When a square root exists (and the input is non-zero), then there are
two square roots (if I remember correctly, prime powers behave like
primes rather than general composites in this respect, for which there
exists more than two square roots). Should we have some
canonicalization?

I haven't really looked into the perfpow code or theory, but let me
think aloud...

For perfpow, I guess all roots mod B^k must be considered as candidates
for a non-modular root. So, say we want to find the positive nth root of
a, and we know the size of the root (if it exists) must be k (or
possibly k-1) limbs.

Then for all modular nth roots x such that

x^n = a (mod B^k)

we can check if x^n = a, and if we have equality for one of the
candidates, then a is a perfect power. I imagine most candidates can be
excluded by computing the highest few limbs of the power.

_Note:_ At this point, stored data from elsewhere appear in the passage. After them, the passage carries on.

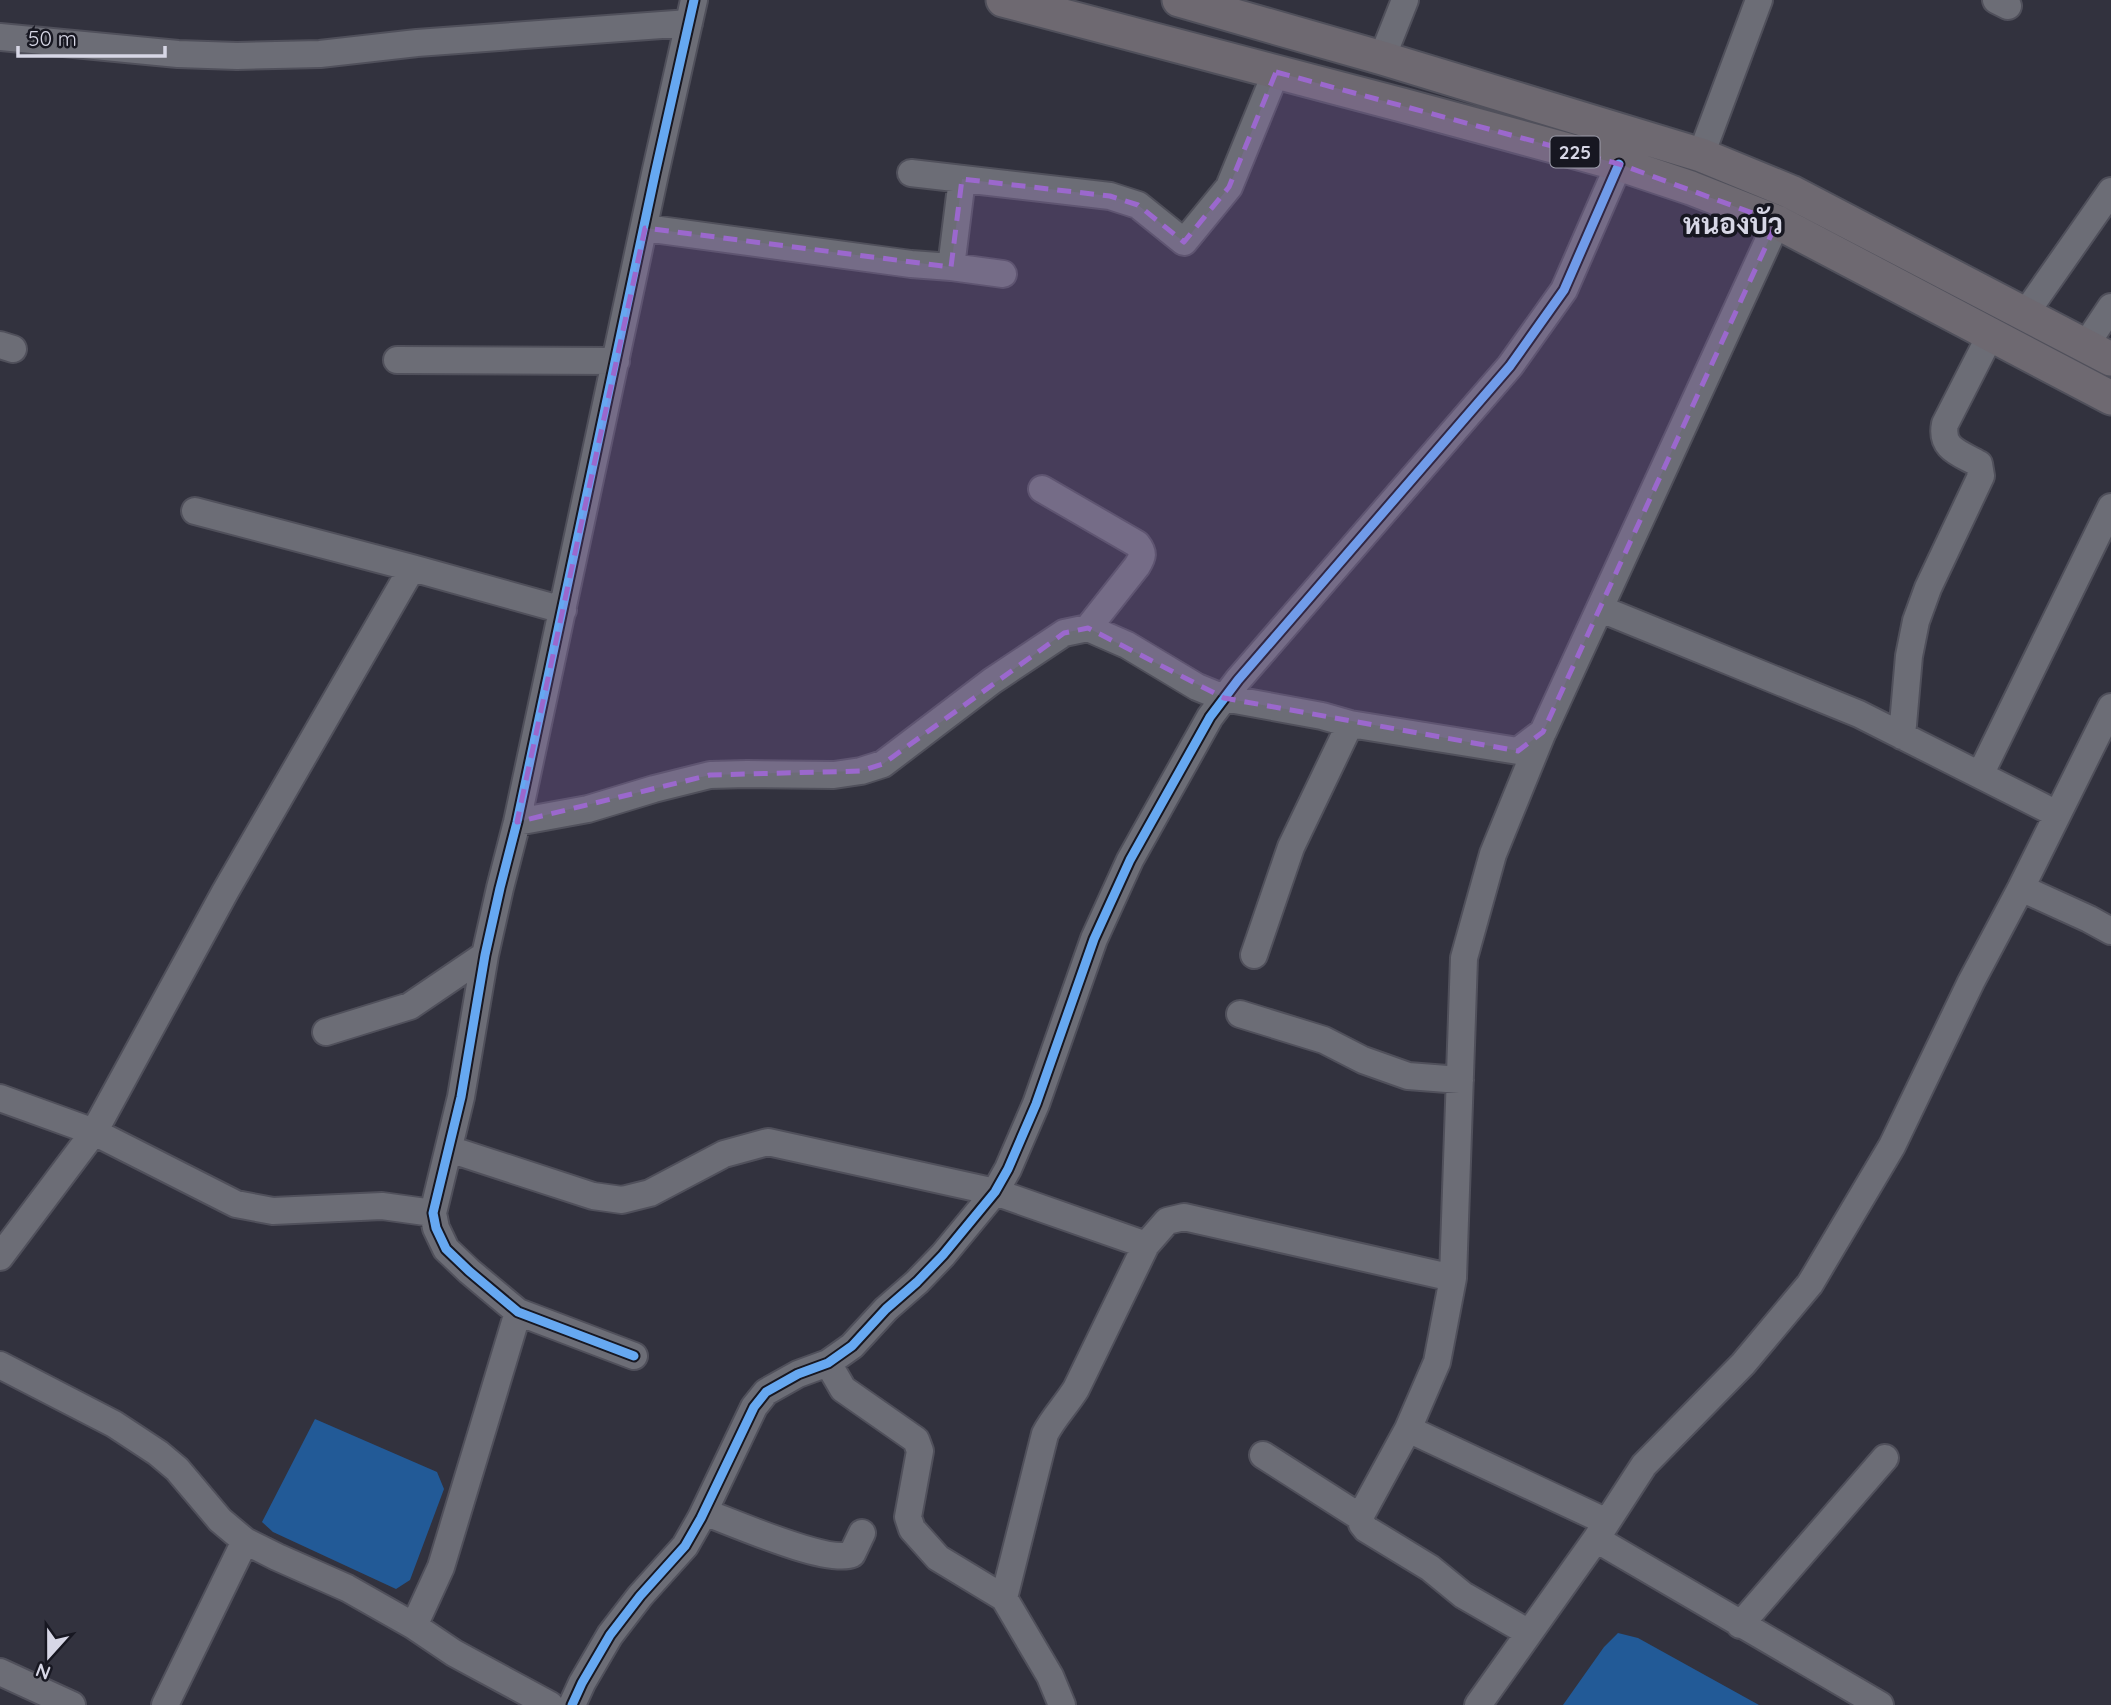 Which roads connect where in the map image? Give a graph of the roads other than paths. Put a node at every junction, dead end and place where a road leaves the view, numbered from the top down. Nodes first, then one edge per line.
1 (1003, 0) edge
2 (1179, 0) edge
3 (1405, 0) edge
4 (1759, 0) edge
5 (692, 12) edge
6 (0, 37) edge
7 (1382, 58) junction
8 (1276, 72) junction
9 (1701, 155) junction
10 (1619, 164) junction
11 (911, 173) dead end
12 (962, 179) junction
13 (2111, 191) edge
14 (1777, 222) junction
15 (645, 228) junction
16 (951, 267) junction
17 (1003, 274) dead end
18 (2111, 307) edge
19 (2025, 314) junction
20 (1990, 334) junction
21 (2098, 353) edge
22 (397, 360) dead end
23 (616, 361) junction
24 (2111, 398) edge
25 (1042, 489) dead end
26 (2111, 507) edge
27 (195, 511) dead end
28 (412, 568) junction
29 (563, 610) junction
30 (1601, 610) junction
31 (1088, 628) junction
32 (1224, 698) junction
33 (2111, 707) edge
34 (1350, 724) junction
35 (1543, 732) junction
36 (1902, 736) junction
37 (1980, 775) junction
38 (2057, 814) junction
39 (517, 822) junction
40 (2021, 888) junction
41 (2111, 931) edge
42 (485, 955) junction
43 (1254, 955) dead end
44 (1240, 1014) dead end
45 (326, 1032) dead end
46 (1460, 1080) junction
47 (0, 1098) edge
48 (94, 1132) junction
49 (449, 1149) junction
50 (995, 1192) junction
51 (433, 1213) junction
52 (1146, 1245) junction
53 (0, 1257) edge
54 (1453, 1278) junction
55 (518, 1312) junction
56 (634, 1356) dead end
57 (828, 1363) junction
58 (0, 1365) edge
59 (1408, 1429) junction
60 (1263, 1455) dead end
61 (1885, 1458) dead end
62 (704, 1512) junction
63 (1360, 1517) junction
64 (1601, 1530) junction
65 (862, 1532) dead end
66 (245, 1541) junction
67 (1004, 1598) junction
68 (1740, 1625) junction
69 (414, 1626) junction
70 (1529, 1633) junction
71 (0, 1672) edge
72 (72, 1705) edge
73 (164, 1705) edge
74 (550, 1705) edge
75 (572, 1705) edge
76 (1062, 1705) edge
77 (1478, 1705) edge
78 (1880, 1705) edge

1 - 8 main road, 225
2 - 7 main road, 225
3 - 7 street
4 - 9 street
5 - 6 street
5 - 15 street
7 - 9 main road, 225
8 - 10 main road, 225
8 - 12 street
9 - 19 main road, 225
10 - 14 main road, 225
10 - 32 street
11 - 12 street
12 - 16 street
13 - 19 street
14 - 20 main road, 225
14 - 30 street
15 - 16 street
15 - 23 street
16 - 17 street
18 - 21 street
19 - 21 main road, 225
20 - 24 main road, 225
20 - 36 street
22 - 23 street
23 - 29 street
25 - 31 street
26 - 37 street
27 - 28 street
28 - 29 street
28 - 48 street
29 - 39 street
30 - 35 street
30 - 36 street
31 - 32 street
31 - 39 street
32 - 34 street
32 - 50 street
33 - 38 street
34 - 35 street
34 - 43 street
35 - 46 street
36 - 37 street
37 - 38 street
38 - 40 street
39 - 42 street
40 - 41 street
40 - 64 street
42 - 45 street
42 - 49 street
44 - 46 street
46 - 54 street
47 - 48 street
48 - 51 street
48 - 53 street
49 - 50 street
49 - 51 street
50 - 52 street
50 - 57 street
51 - 55 street
52 - 54 street
52 - 67 street
54 - 59 street
55 - 56 street
55 - 69 street
57 - 62 street
57 - 67 street
58 - 66 street
59 - 63 street
59 - 64 street
60 - 63 street
61 - 68 street
62 - 65 street
62 - 75 street
63 - 70 street
64 - 68 street
64 - 70 street
66 - 69 street
66 - 73 street
67 - 76 street
68 - 78 street
69 - 74 street
70 - 77 street
71 - 72 street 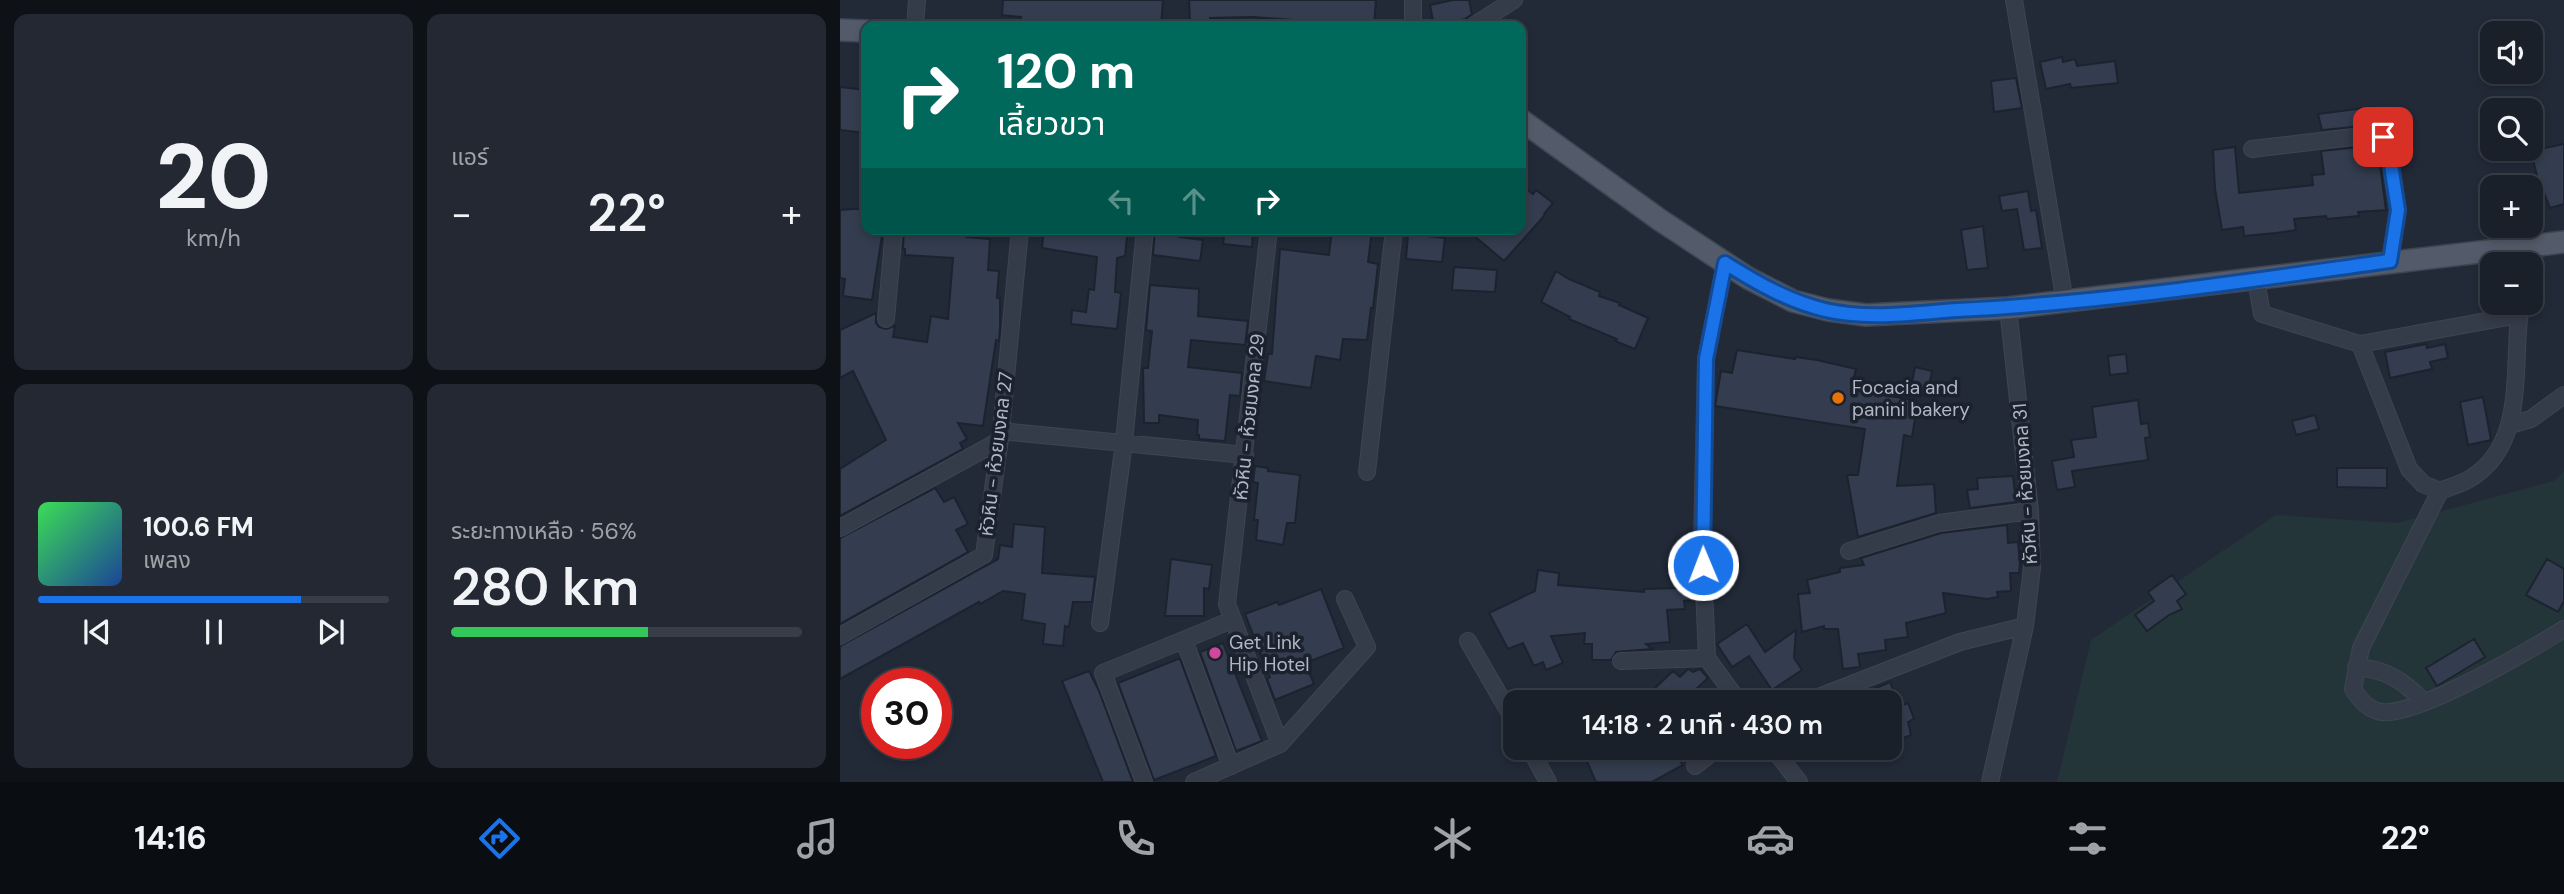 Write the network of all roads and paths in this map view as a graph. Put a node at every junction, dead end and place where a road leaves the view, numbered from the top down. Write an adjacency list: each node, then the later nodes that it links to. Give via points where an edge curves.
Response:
1 (917, 0): 5 (street)
2 (1413, 0): 6 (street)
3 (1514, 0): 7 (street)
4 (2014, 0): 23 (street)
5 (915, 21)
6 (1413, 21)
7 (1481, 21)
8 (840, 30): 9 (main road)
9 (861, 31)
10 (1526, 124): 21 (main road)
11 (2252, 149): 20 (street, via 2383,137 2398,210)
12 (893, 235): 27 (street)
13 (1019, 235): 31 (street, หัวหิน - ห้วยมงคล 27)
14 (1143, 235): 32 (street)
15 (1268, 235): 33 (street, หัวหิน - ห้วยมงคล 29)
16 (1393, 235): 34 (street)
17 (2564, 242): 18 (main road)
18 (2536, 244): 19 (street); 20 (main road)
19 (2535, 252)
20 (2390, 261): 22 (main road)
21 (1725, 263): 24 (main road, via 1793,301 1828,310 1866,315); 47 (street, via 1706,359 1702,542)
22 (2256, 280): 23 (main road); 28 (street, via 2262,314)
23 (2065, 302): 24 (main road)
24 (2007, 308): 36 (street, หัวหิน - ห้วยมงคล 31)
25 (2493, 315): 28 (street)
26 (2521, 315): 30 (street)
27 (886, 319)
28 (2360, 344): 35 (street, via 2409,469 2423,484)
29 (2564, 395): 30 (street, via 2531,419)
30 (2510, 425): 35 (street, via 2488,465 2469,480)
31 (1000, 436): 32 (street); 37 (street); 44 (street, หัวหิน - ห้วยมงคล 27, via 984,555)
32 (1124, 442): 33 (street); 41 (street)
33 (1245, 456): 40 (street, หัวหิน - ห้วยมงคล 29)
34 (1367, 472)
35 (2440, 491): 49 (street, via 2361,648)
36 (2030, 511): 38 (street, via 1939,523); 42 (street, หัวหิน - ห้วยมงคล 31, via 2032,568)
37 (840, 528)
38 (1849, 551)
39 (1345, 599): 54 (street, via 1367,647)
40 (1230, 612): 45 (street); 54 (street)
41 (1100, 623)
42 (2025, 625): 51 (street, via 1960,642); 64 (street, หัวหิน - ห้วยมงคล 31)
43 (2564, 629): 53 (street)
44 (840, 636)
45 (1184, 640): 58 (street); 60 (street, via 1103,673)
46 (1468, 641): 52 (street)
47 (1707, 658): 48 (street); 50 (street)
48 (1621, 661)
49 (2356, 667): 53 (street, via 2376,669 2397,679); 53 (street, via 2353,689 2363,704 2381,712)
50 (1730, 690)
51 (1837, 690)
52 (1503, 702)
53 (2424, 702)
54 (1280, 744): 58 (street)
55 (1536, 760): 62 (street)
56 (1703, 760): 59 (street)
57 (1783, 760): 63 (street)
58 (1231, 766): 61 (street)
59 (1695, 766)
60 (1144, 782)
61 (1194, 782)
62 (1548, 782)
63 (1799, 782)
64 (1990, 782)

Is it easy to find all nth roots mod B^k, given one of them? If I got
the number of roots correctly (and I guess we have to assume that n <
B^k...), then they differ by a primitve nth root of unity. Does there
exist a primitive nth root of unity mod B^k for any n and k, and if so,
is it easy to find?

Ah, and one more thing... Since we're working mod a power of two, I
imagine there may be some fundamental differences between odd and even
n?

Regards,
/Niels

--
Niels Möller. PGP-encrypted email is preferred. Keyid C0B98E26.
Internet email is subject to wholesale government surveillance.